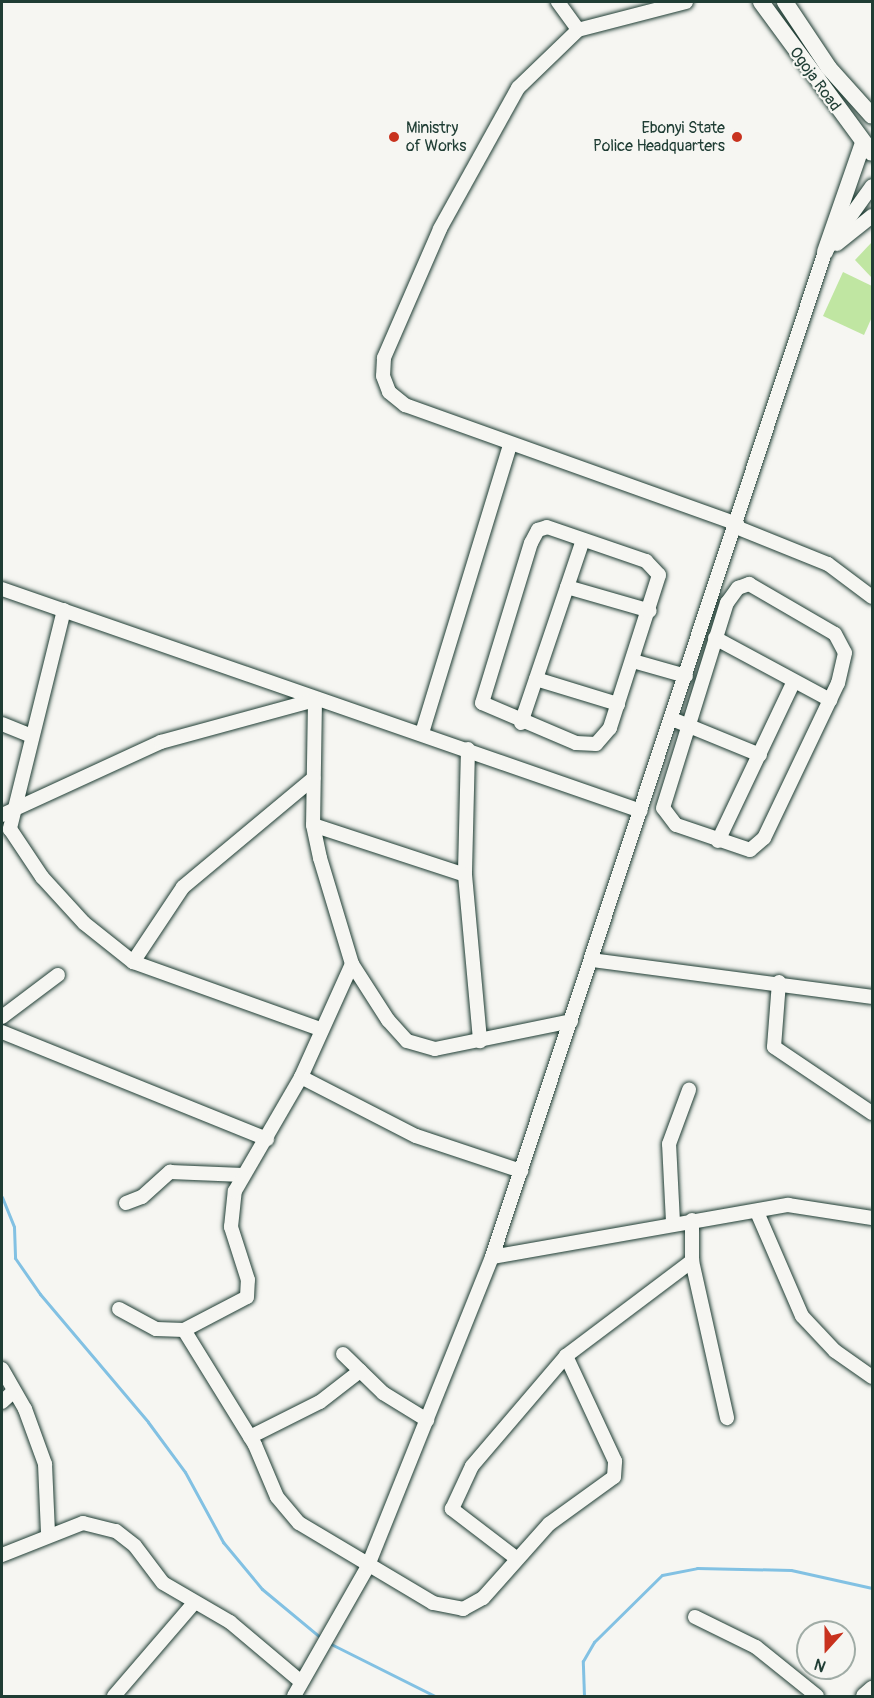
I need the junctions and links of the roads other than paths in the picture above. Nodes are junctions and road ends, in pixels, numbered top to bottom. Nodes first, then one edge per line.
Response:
1 (558, 2) edge
2 (686, 2) edge
3 (762, 2) edge
4 (785, 2) edge
5 (578, 30) junction
6 (873, 116) edge
7 (868, 148) edge
8 (873, 186) edge
9 (873, 216) edge
10 (825, 252) junction
11 (510, 446) junction
12 (737, 526) junction
13 (583, 540) junction
14 (567, 587) junction
15 (2, 589) edge
16 (873, 597) edge
17 (64, 610) junction
18 (650, 611) junction
19 (715, 638) junction
20 (633, 662) junction
21 (686, 676) junction
22 (536, 679) junction
23 (793, 683) junction
24 (315, 700) junction
25 (830, 700) junction
26 (618, 704) junction
27 (672, 719) junction
28 (521, 723) junction
29 (2, 724) edge
30 (693, 727) junction
31 (422, 733) junction
32 (32, 736) junction
33 (468, 749) junction
34 (760, 755) junction
35 (314, 778) junction
36 (641, 811) junction
37 (6, 813) edge
38 (312, 825) junction
39 (10, 829) junction
40 (718, 841) junction
41 (2, 842) edge
42 (465, 875) junction
43 (592, 960) junction
44 (133, 962) junction
45 (352, 963) junction
46 (58, 975) dead end
47 (779, 982) junction
48 (873, 997) edge
49 (2, 1017) edge
50 (571, 1021) junction
51 (320, 1029) junction
52 (2, 1032) edge
53 (480, 1041) junction
54 (301, 1077) junction
55 (689, 1090) dead end
56 (873, 1113) edge
57 (267, 1139) junction
58 (521, 1172) junction
59 (243, 1175) junction
60 (126, 1203) dead end
61 (757, 1212) junction
62 (873, 1218) edge
63 (692, 1220) junction
64 (673, 1221) junction
65 (492, 1257) junction
66 (692, 1261) junction
67 (119, 1308) dead end
68 (183, 1330) junction
69 (343, 1354) dead end
70 (566, 1356) junction
71 (2, 1369) edge
72 (360, 1371) junction
73 (873, 1377) edge
74 (14, 1390) junction
75 (2, 1402) edge
76 (727, 1418) dead end
77 (427, 1420) junction
78 (250, 1437) junction
79 (48, 1534) junction
80 (2, 1555) edge
81 (516, 1558) junction
82 (367, 1568) junction
83 (194, 1603) junction
84 (695, 1617) dead end
85 (300, 1681) junction
86 (873, 1689) edge
87 (114, 1696) edge
88 (294, 1696) edge
89 (817, 1696) edge
90 (864, 1696) edge

1 - 5 street
2 - 5 street
3 - 7 main road, Ogoja Road
4 - 6 main road, Ogoja Road
5 - 11 street
7 - 10 main road
8 - 10 street
9 - 10 street
10 - 12 street
11 - 12 street
11 - 31 street
12 - 16 street
12 - 21 street
13 - 14 street
13 - 18 street
13 - 28 street
14 - 18 street
14 - 22 street
15 - 17 street
17 - 24 street
17 - 32 street
18 - 20 street
19 - 23 street
19 - 25 street
19 - 30 street
20 - 21 street
20 - 26 street
21 - 27 street
22 - 26 street
22 - 28 street
23 - 25 street
23 - 34 street
24 - 31 street
24 - 35 street
24 - 37 street
25 - 40 street
26 - 28 street
27 - 30 street
27 - 36 street
29 - 32 street
30 - 34 street
30 - 40 street
31 - 33 street
32 - 37 street
33 - 36 street
33 - 42 street
34 - 40 street
35 - 38 street
35 - 44 street
36 - 43 street
37 - 39 street
38 - 42 street
38 - 45 street
39 - 41 street
39 - 44 street
42 - 53 street
43 - 47 street
43 - 50 street
44 - 51 street
45 - 51 street
45 - 53 street
46 - 49 street
47 - 48 street
47 - 56 street
50 - 53 street
50 - 58 street
51 - 54 street
52 - 57 street
54 - 57 street
54 - 58 street
55 - 64 street
57 - 59 street
58 - 65 street
59 - 60 street
59 - 68 street
61 - 62 street
61 - 63 street
61 - 73 street
63 - 64 street
63 - 66 street
64 - 65 street
65 - 77 street
66 - 70 street
66 - 76 street
67 - 68 street
68 - 78 street
69 - 72 street
70 - 81 street
70 - 81 street
71 - 74 street
72 - 77 street
72 - 78 street
74 - 75 street
74 - 79 street
77 - 82 street
78 - 82 street
79 - 80 street
79 - 83 street
81 - 82 street
82 - 85 street
83 - 85 street
83 - 87 street
84 - 89 street
85 - 88 street
86 - 90 main road

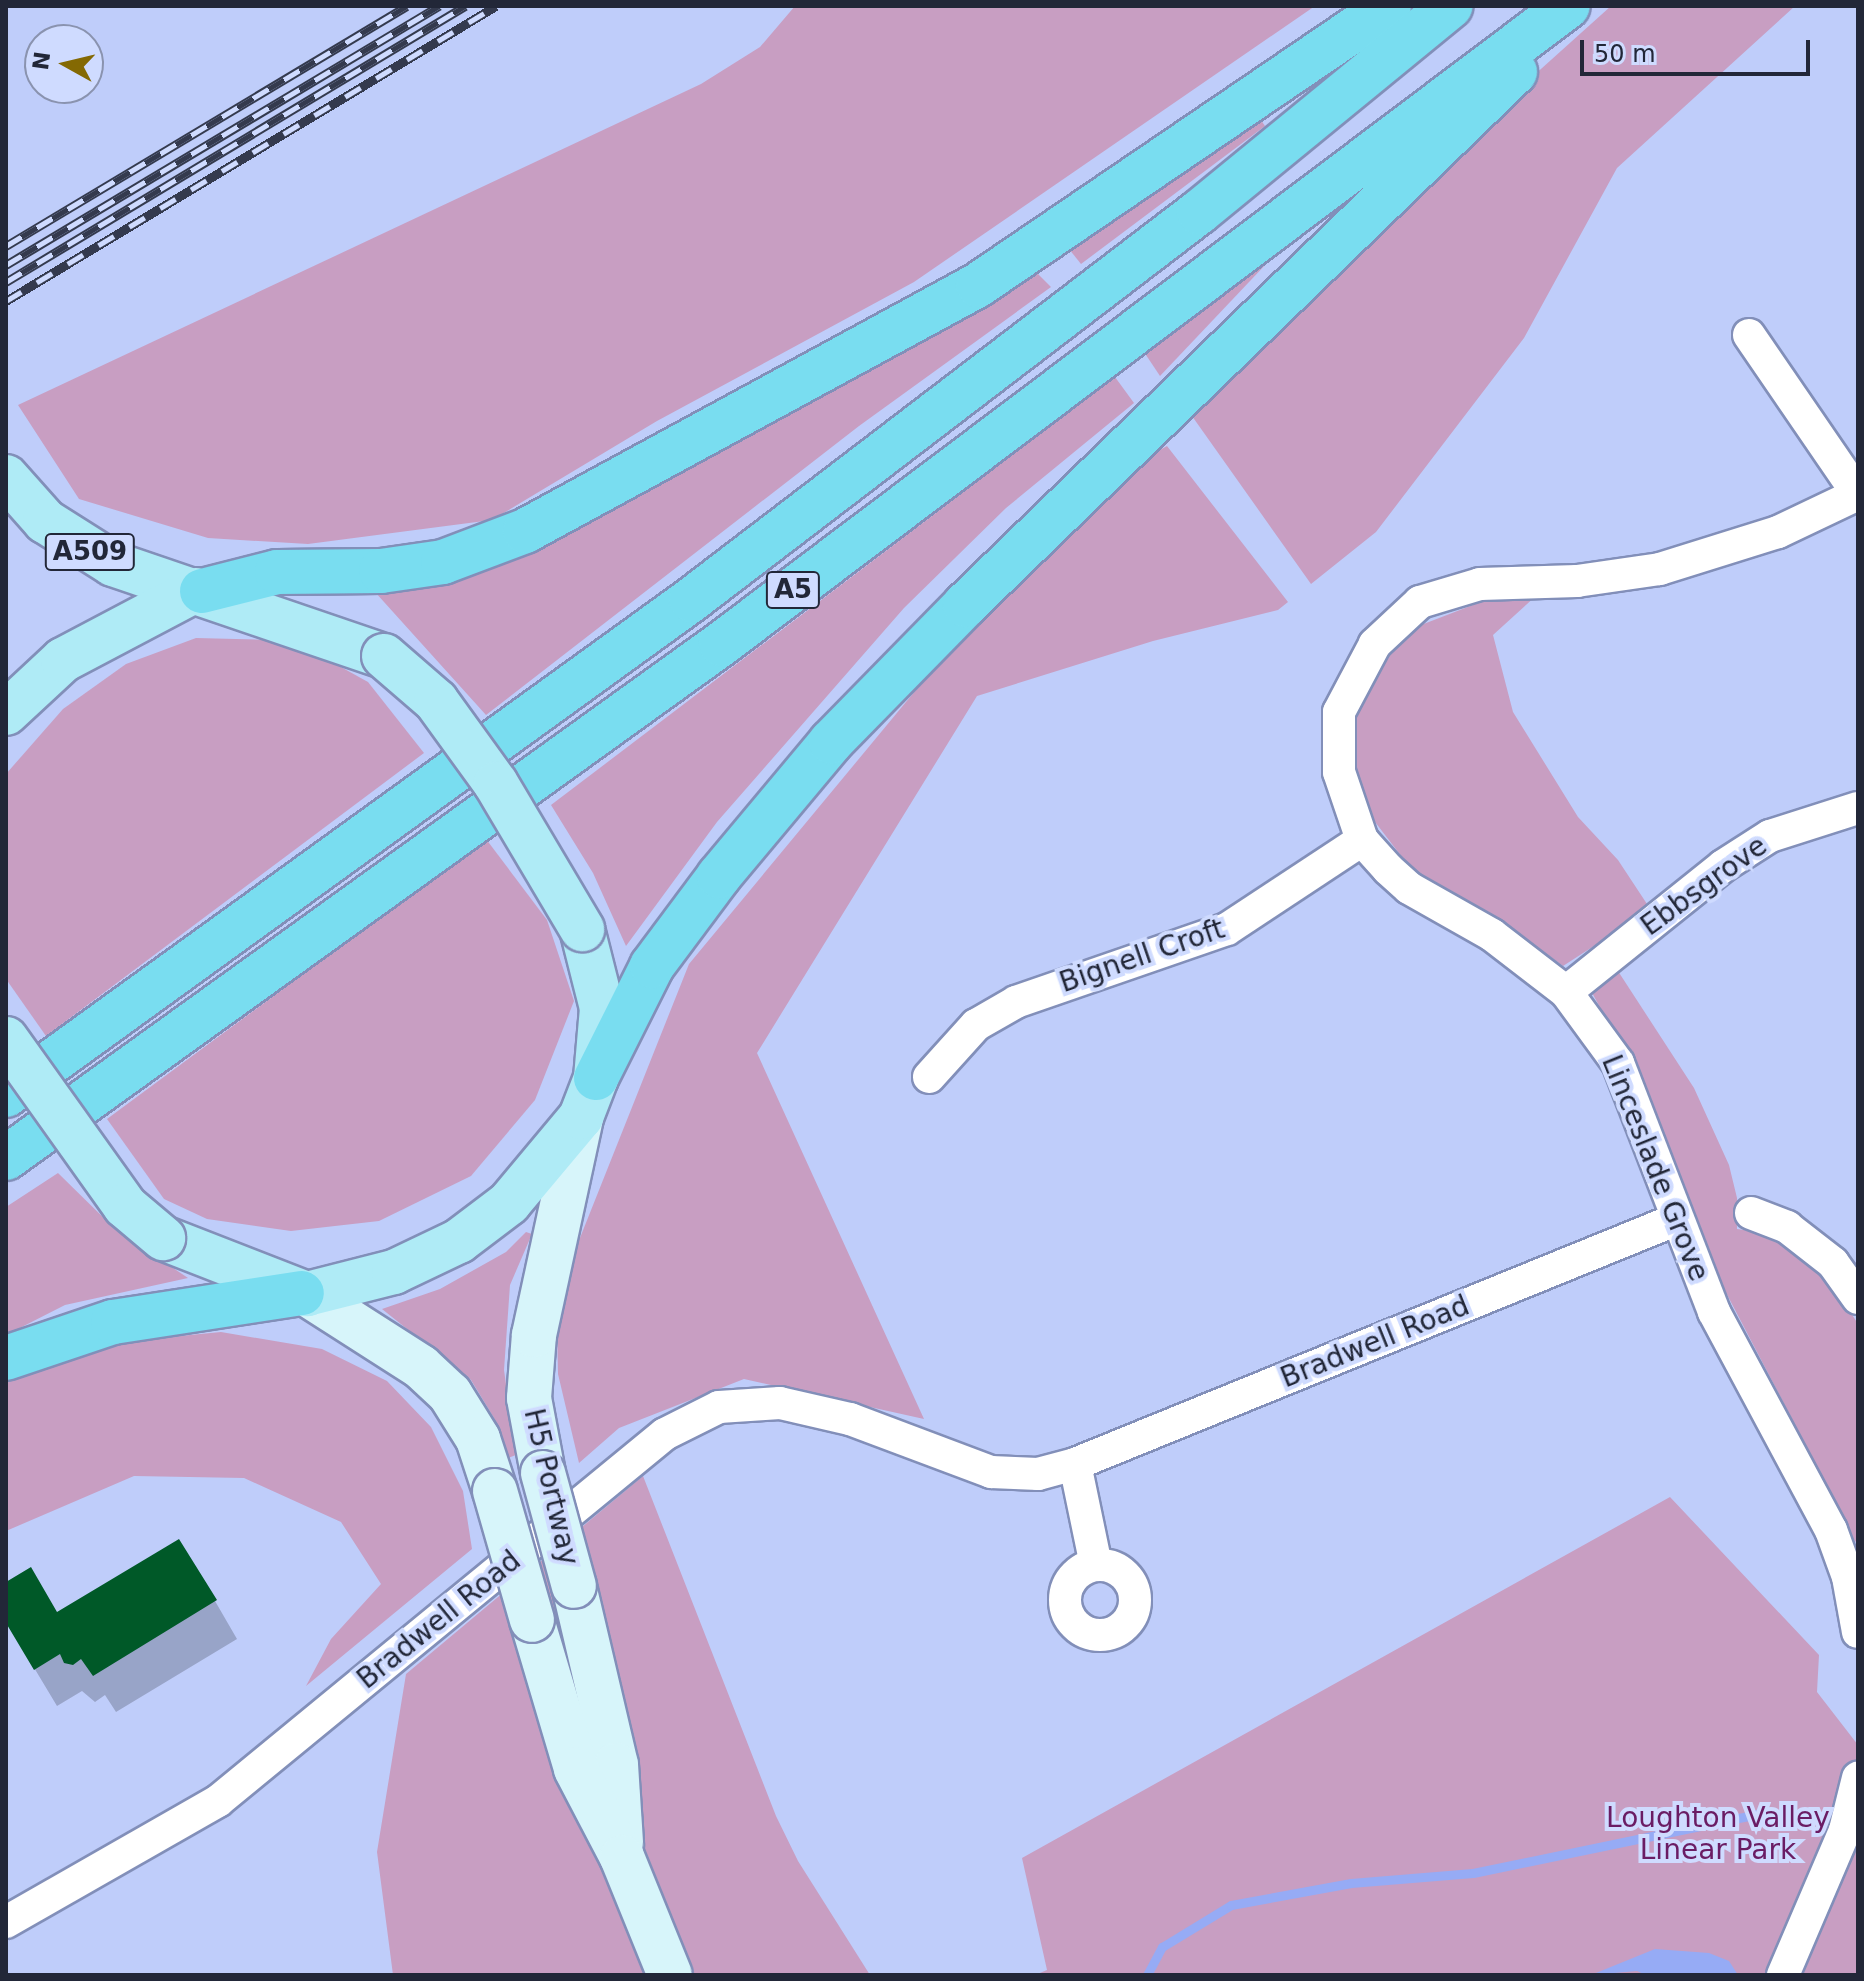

◆ ◆ ◆ ◆

• _TASK ITEM_: Out of the entries, pull every line that mentions "main".

• _TASK ANSWER_:
3 - 7 main road, Ogoja Road
4 - 6 main road, Ogoja Road
7 - 10 main road
86 - 90 main road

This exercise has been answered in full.